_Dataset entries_
*** Block opens ***

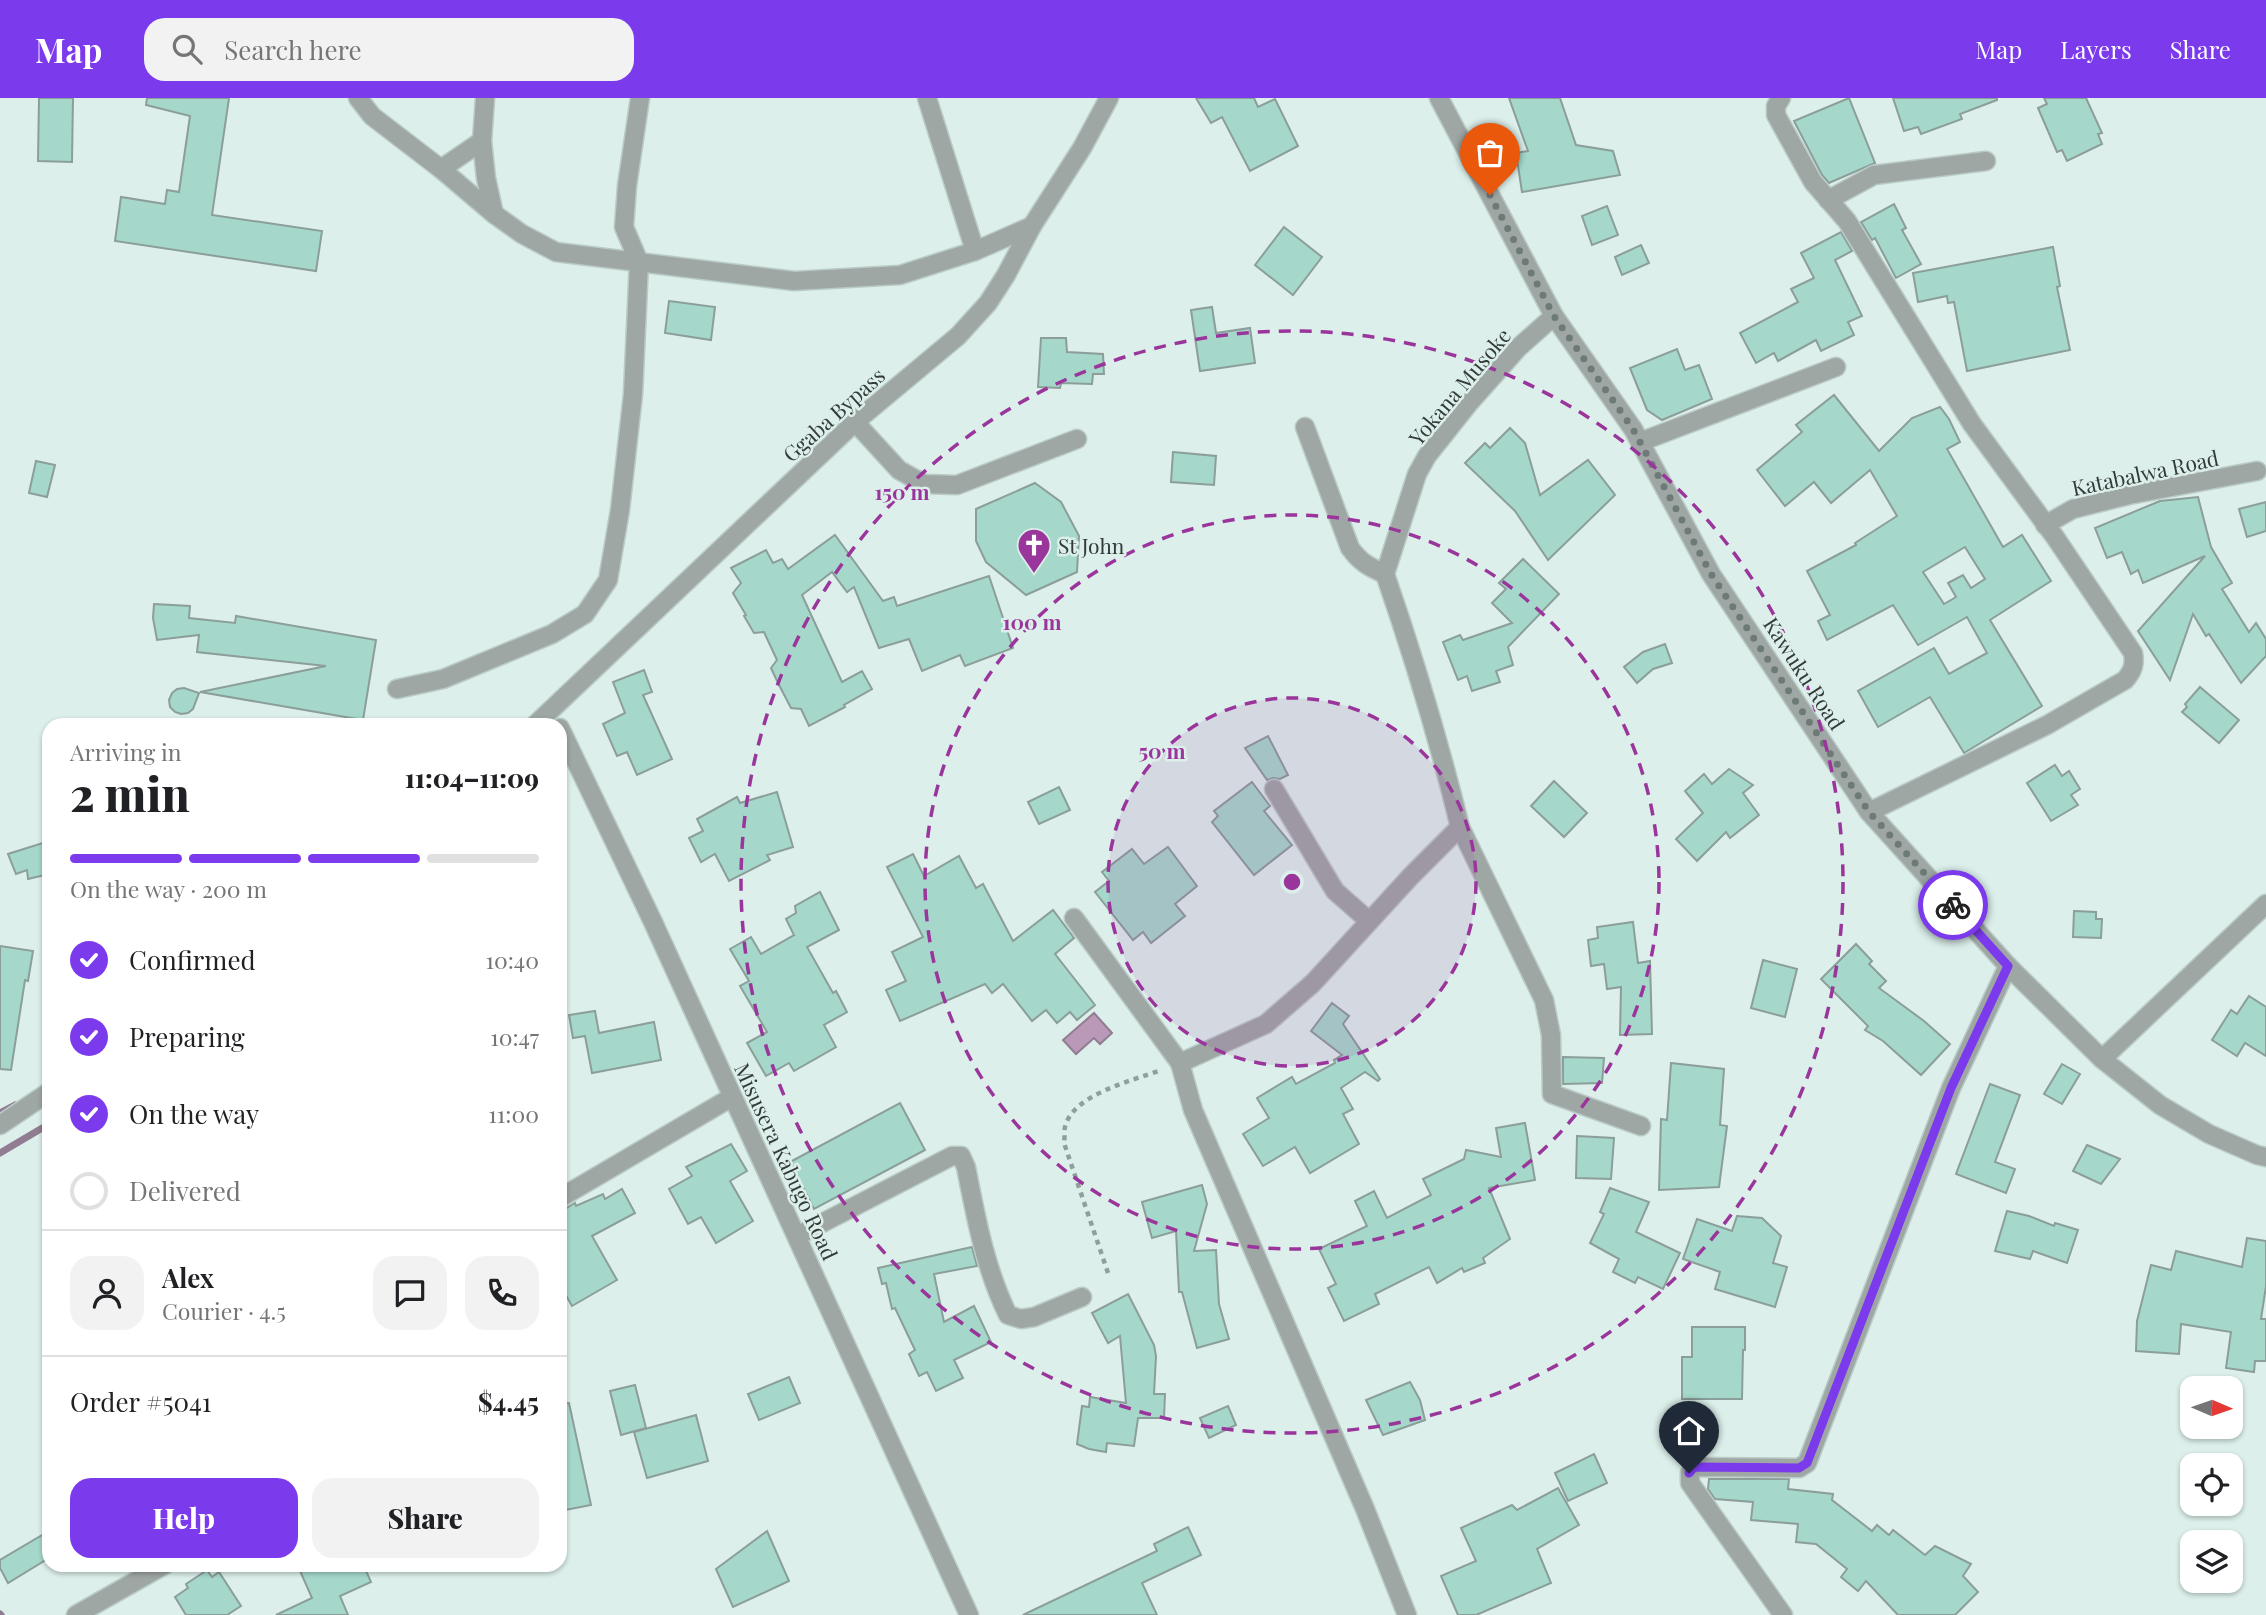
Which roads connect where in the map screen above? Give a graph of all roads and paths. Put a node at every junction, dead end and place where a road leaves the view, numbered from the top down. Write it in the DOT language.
graph roads {
  1 [pos="358,98"];
  2 [pos="485,98"];
  3 [pos="640,98"];
  4 [pos="927,98"];
  5 [pos="1109,98"];
  6 [pos="1439,98"];
  7 [pos="1781,98"];
  8 [pos="482,141"];
  9 [pos="1986,161"];
  10 [pos="441,169"];
  11 [pos="1828,200"];
  12 [pos="494,214"];
  13 [pos="1032,226"];
  14 [pos="975,251"];
  15 [pos="639,262"];
  16 [pos="1554,316"];
  17 [pos="1836,367"];
  18 [pos="855,422"];
  19 [pos="1305,427"];
  20 [pos="1077,439"];
  21 [pos="1640,442"];
  22 [pos="2257,471"];
  23 [pos="2045,525"];
  24 [pos="1385,574"];
  25 [pos="397,689"];
  26 [pos="560,718"];
  27 [pos="567,742"];
  28 [pos="1274,789"];
  29 [pos="1869,812"];
  30 [pos="1460,827"];
  31 [pos="2266,904"];
  32 [pos="1074,918"];
  33 [pos="1369,921"];
  34 [pos="2008,966"];
  35 [pos="2102,1059"];
  36 [pos="1180,1063"];
  37 [pos="42,1097"];
  38 [pos="732,1097"];
  39 [pos="0,1125"];
  40 [pos="1641,1126"];
  41 [pos="2266,1157"];
  42 [pos="567,1194"];
  43 [pos="797,1236"];
  44 [pos="1108,1273"];
  45 [pos="1082,1297"];
  46 [pos="152,1572"];
  47 [pos="76,1615"];
  48 [pos="969,1615"];
  49 [pos="1407,1615"];
  50 [pos="1783,1615"];
  1 -- 10 [label="street"];
  2 -- 8 [label="street"];
  3 -- 15 [label="street"];
  4 -- 14 [label="street"];
  5 -- 13 [label="street, Ggaba Bypass"];
  6 -- 16 [label="street, Kawuku Road"];
  7 -- 11 [label="street"];
  8 -- 10 [label="street"];
  8 -- 12 [label="street"];
  9 -- 11 [label="street"];
  10 -- 12 [label="street"];
  11 -- 23 [label="street"];
  12 -- 15 [label="street"];
  13 -- 14 [label="street"];
  13 -- 18 [label="street, Ggaba Bypass"];
  14 -- 15 [label="street"];
  15 -- 25 [label="street"];
  16 -- 21 [label="street, Kawuku Road"];
  16 -- 24 [label="street, Yokana Musoke"];
  17 -- 21 [label="street"];
  18 -- 20 [label="street"];
  18 -- 26 [label="street, Ggaba Bypass"];
  19 -- 24 [label="street"];
  21 -- 29 [label="street, Kawuku Road"];
  22 -- 23 [label="street, Katabalwa Road"];
  23 -- 29 [label="street"];
  24 -- 30 [label="street"];
  27 -- 38 [label="street, Misusera Kabugo Road"];
  28 -- 33 [label="street"];
  29 -- 34 [label="street, Kawuku Road"];
  30 -- 33 [label="street"];
  30 -- 40 [label="street"];
  31 -- 35 [label="street"];
  32 -- 36 [label="street"];
  33 -- 36 [label="street"];
  34 -- 35 [label="street, Kawuku Road"];
  34 -- 50 [label="street"];
  35 -- 41 [label="street, Kawuku Road"];
  36 -- 44 [label="path"];
  36 -- 49 [label="street"];
  37 -- 39 [label="street"];
  38 -- 42 [label="street"];
  38 -- 43 [label="street, Misusera Kabugo Road"];
  43 -- 45 [label="street"];
  43 -- 48 [label="street, Misusera Kabugo Road"];
  46 -- 47 [label="street"];
}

*** Block closes ***

_Task instructions_
Would you return the entries verbatim, minus any images?

_Output for this task_
Which roads connect where in the map screen above? Give a graph of all roads and paths. Put a node at every junction, dead end and place where a road leaves the view, numbered from the top down. Write it in the DOT language.
graph roads {
  1 [pos="358,98"];
  2 [pos="485,98"];
  3 [pos="640,98"];
  4 [pos="927,98"];
  5 [pos="1109,98"];
  6 [pos="1439,98"];
  7 [pos="1781,98"];
  8 [pos="482,141"];
  9 [pos="1986,161"];
  10 [pos="441,169"];
  11 [pos="1828,200"];
  12 [pos="494,214"];
  13 [pos="1032,226"];
  14 [pos="975,251"];
  15 [pos="639,262"];
  16 [pos="1554,316"];
  17 [pos="1836,367"];
  18 [pos="855,422"];
  19 [pos="1305,427"];
  20 [pos="1077,439"];
  21 [pos="1640,442"];
  22 [pos="2257,471"];
  23 [pos="2045,525"];
  24 [pos="1385,574"];
  25 [pos="397,689"];
  26 [pos="560,718"];
  27 [pos="567,742"];
  28 [pos="1274,789"];
  29 [pos="1869,812"];
  30 [pos="1460,827"];
  31 [pos="2266,904"];
  32 [pos="1074,918"];
  33 [pos="1369,921"];
  34 [pos="2008,966"];
  35 [pos="2102,1059"];
  36 [pos="1180,1063"];
  37 [pos="42,1097"];
  38 [pos="732,1097"];
  39 [pos="0,1125"];
  40 [pos="1641,1126"];
  41 [pos="2266,1157"];
  42 [pos="567,1194"];
  43 [pos="797,1236"];
  44 [pos="1108,1273"];
  45 [pos="1082,1297"];
  46 [pos="152,1572"];
  47 [pos="76,1615"];
  48 [pos="969,1615"];
  49 [pos="1407,1615"];
  50 [pos="1783,1615"];
  1 -- 10 [label="street"];
  2 -- 8 [label="street"];
  3 -- 15 [label="street"];
  4 -- 14 [label="street"];
  5 -- 13 [label="street, Ggaba Bypass"];
  6 -- 16 [label="street, Kawuku Road"];
  7 -- 11 [label="street"];
  8 -- 10 [label="street"];
  8 -- 12 [label="street"];
  9 -- 11 [label="street"];
  10 -- 12 [label="street"];
  11 -- 23 [label="street"];
  12 -- 15 [label="street"];
  13 -- 14 [label="street"];
  13 -- 18 [label="street, Ggaba Bypass"];
  14 -- 15 [label="street"];
  15 -- 25 [label="street"];
  16 -- 21 [label="street, Kawuku Road"];
  16 -- 24 [label="street, Yokana Musoke"];
  17 -- 21 [label="street"];
  18 -- 20 [label="street"];
  18 -- 26 [label="street, Ggaba Bypass"];
  19 -- 24 [label="street"];
  21 -- 29 [label="street, Kawuku Road"];
  22 -- 23 [label="street, Katabalwa Road"];
  23 -- 29 [label="street"];
  24 -- 30 [label="street"];
  27 -- 38 [label="street, Misusera Kabugo Road"];
  28 -- 33 [label="street"];
  29 -- 34 [label="street, Kawuku Road"];
  30 -- 33 [label="street"];
  30 -- 40 [label="street"];
  31 -- 35 [label="street"];
  32 -- 36 [label="street"];
  33 -- 36 [label="street"];
  34 -- 35 [label="street, Kawuku Road"];
  34 -- 50 [label="street"];
  35 -- 41 [label="street, Kawuku Road"];
  36 -- 44 [label="path"];
  36 -- 49 [label="street"];
  37 -- 39 [label="street"];
  38 -- 42 [label="street"];
  38 -- 43 [label="street, Misusera Kabugo Road"];
  43 -- 45 [label="street"];
  43 -- 48 [label="street, Misusera Kabugo Road"];
  46 -- 47 [label="street"];
}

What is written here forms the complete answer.